Letter written by Sir Charles Hobhouse, a ‘New’ Liberal journalist and former MP, to C.P. Scott, 7 November 1924

I doubt if the Liberal Party any longer stands for anything distinctive. My reasons are on the one side that moderate Labour - Labour in office - has represented essential Liberalism better than the organized party since Campbell-Bannerman's death. The Liberal Party never seems agreed within on essentials. Part leans to the Tories, part leans to Labour, part has nothing distinctive. Tradition and class distinctions kept many good Liberals outside Labour.

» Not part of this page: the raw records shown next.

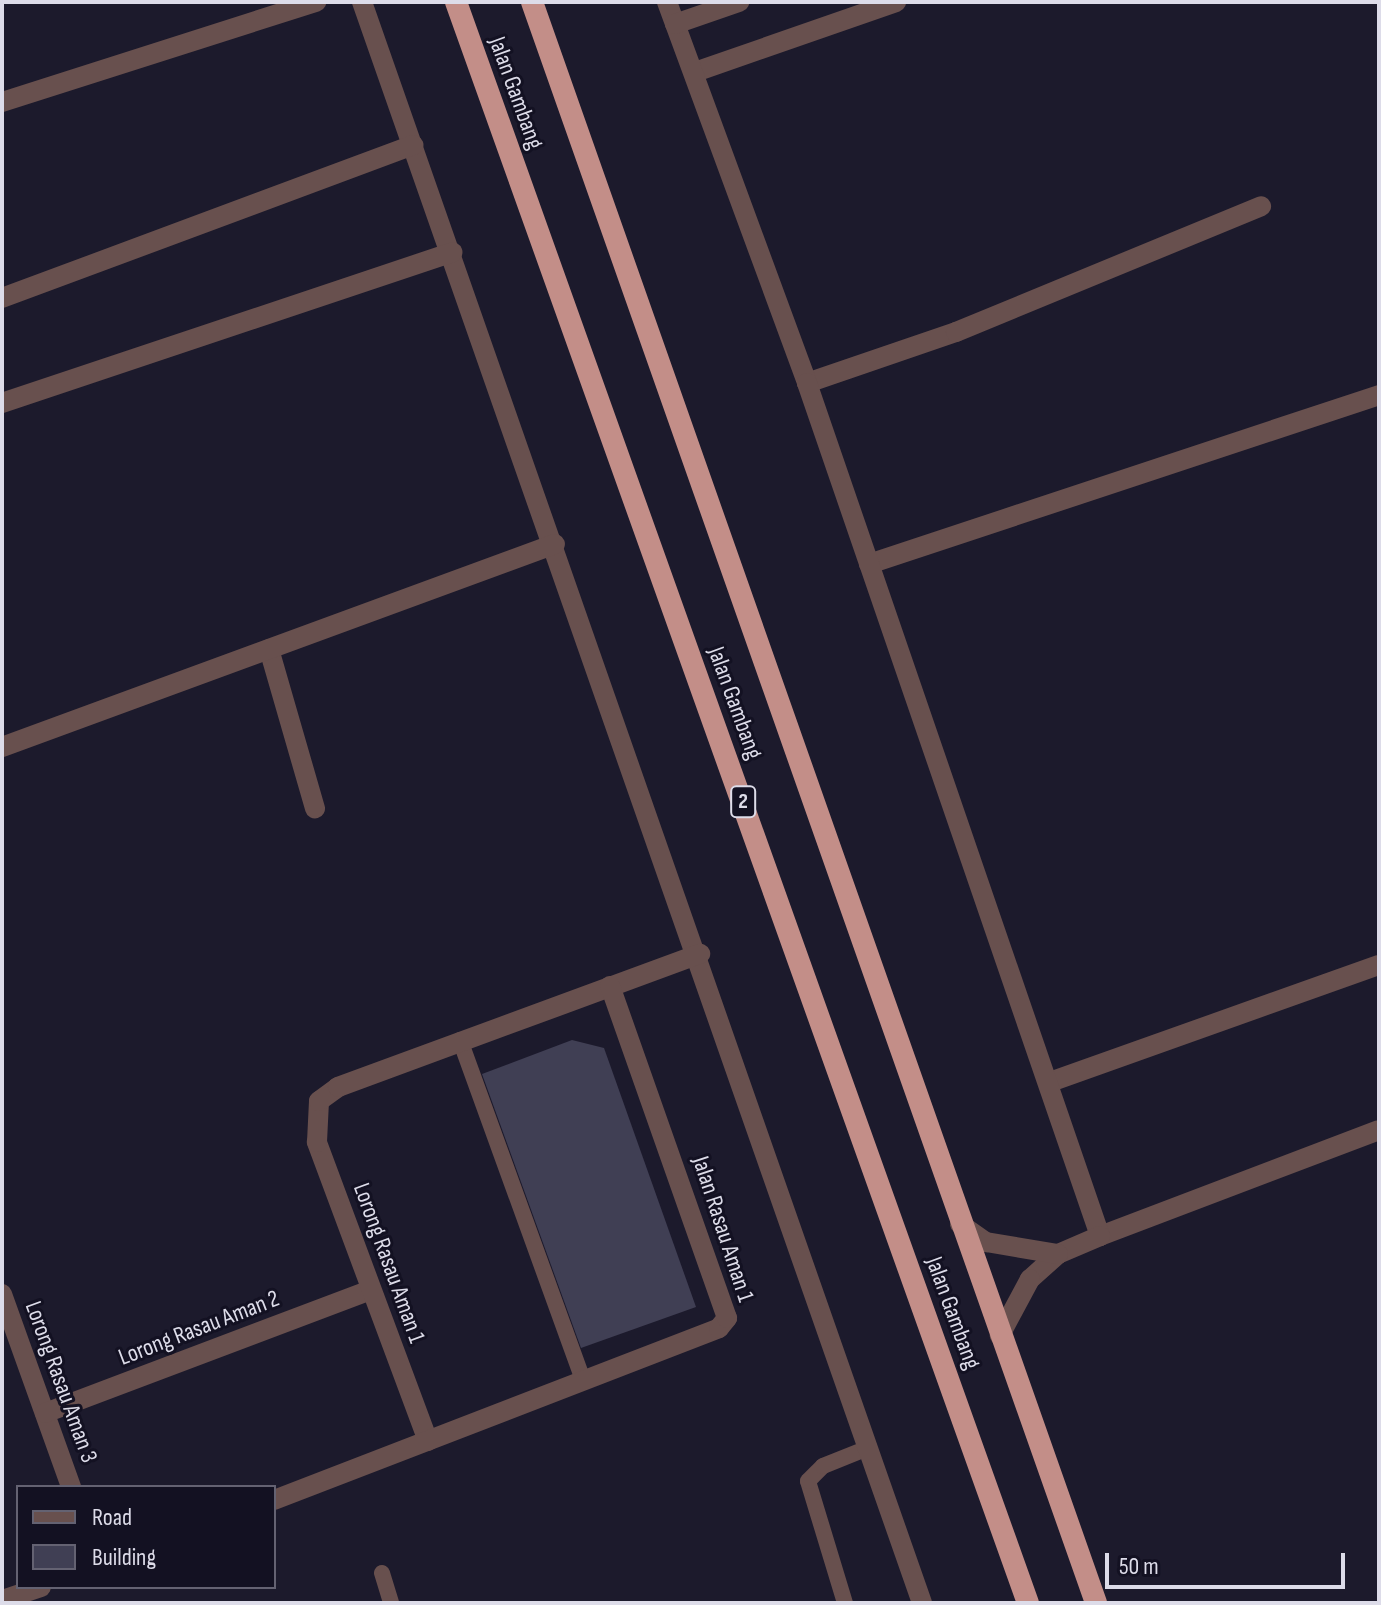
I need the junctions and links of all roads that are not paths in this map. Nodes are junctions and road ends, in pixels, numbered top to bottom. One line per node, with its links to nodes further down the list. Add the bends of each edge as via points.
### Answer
1 (316, 2): 10 (street)
2 (362, 2): 11 (street)
3 (456, 2): 47 (highway, Jalan Gambang / 2)
4 (532, 2): 29 (highway, Jalan Gambang)
5 (667, 2): 8 (street)
6 (739, 2): 8 (street)
7 (896, 2): 9 (street)
8 (675, 24): 9 (street)
9 (695, 72): 15 (street)
10 (2, 102)
11 (414, 145): 13 (street); 14 (street)
12 (1261, 206): 15 (street, via 956,332)
13 (452, 252): 17 (street); 18 (street)
14 (2, 298)
15 (807, 383): 19 (street)
16 (1379, 395): 19 (street)
17 (2, 403)
18 (555, 544): 20 (street); 23 (street)
19 (869, 564): 27 (street)
20 (269, 649): 21 (street); 22 (street)
21 (2, 747)
22 (315, 808)
23 (700, 954): 25 (street); 38 (street)
24 (1379, 965): 27 (street)
25 (610, 986): 26 (street); 35 (street, Jalan Rasau Aman 1, via 727,1318 719,1328)
26 (460, 1040): 32 (street, Lorong Rasau Aman 1, via 338,1087 319,1101 317,1142); 35 (lane)
27 (1050, 1082): 30 (street)
28 (1379, 1130): 30 (street)
29 (960, 1224): 31 (street, via 986,1242); 34 (highway, Jalan Gambang)
30 (1100, 1236): 31 (street)
31 (1058, 1254): 34 (street, via 1030,1279)
32 (370, 1290): 36 (street, Lorong Rasau Aman 2); 37 (street, Lorong Rasau Aman 1)
33 (2, 1294): 36 (street, Lorong Rasau Aman 3)
34 (1000, 1335): 48 (highway, Jalan Gambang)
35 (583, 1379): 37 (street, Jalan Rasau Aman 1)
36 (45, 1413): 39 (street, Lorong Rasau Aman 3)
37 (428, 1441): 40 (street, Jalan Rasau Aman 1)
38 (868, 1448): 45 (lane, via 823,1466 808,1481); 46 (street)
39 (70, 1485)
40 (276, 1499)
41 (382, 1573): 44 (lane)
42 (35, 1589): 43 (street)
43 (2, 1600)
44 (391, 1603)
45 (845, 1603)
46 (922, 1603)
47 (1028, 1603)
48 (1096, 1603)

Now Labour has grown so much that it tends to absorb them and to leave only the ‘bad’ Liberals who lean towards the Tories.

Source: Quoted in C. Cook, The Age of Alignment, 1922–29, Macmillan, 1975.

Source D: Annual Report of Home Counties Liberal Federation, May 1924.

Annual Report of Home Counties Liberal Federation, May 1924

All through our areas the revival of Liberalism continues... Political activity is greater than at any time since the outbreak of the Great War. .. Liberalism has never been more active in this area except in the years preceding the landslide of 1906.

Source: As Source D.

Source F:

Statement by the Secretary of the Midland Liberal Federation, 5 September 1925

It has become a very difficult thing since the war to secure candidates, because in dark times like these when there are so few decent chances to offer a candidate, it has become exceedingly difficult to find men and women who are prepared to face a contest and provide all the money.

Source: As Source D.

Source G:

Historian Chris Cook writes about the decline of the Liberals

The problems stemmed, not from the split of Asquith and Lloyd George, but from the fundamental and long-term weaknesses in the structure, social composition and outlook of the party in the industrial areas... It was a middle class party which failed to accommodate working class candidates or to produce a relevant industrial policy. Perhaps the war accelerated these factors. But they were quite clearly at work before 1914.... After the war, a succession of body -blows coming on top of the changing social structure reduced the party from supremacy to powerlessness...[The final blow was] the folly of the Liberal course of action in…1924...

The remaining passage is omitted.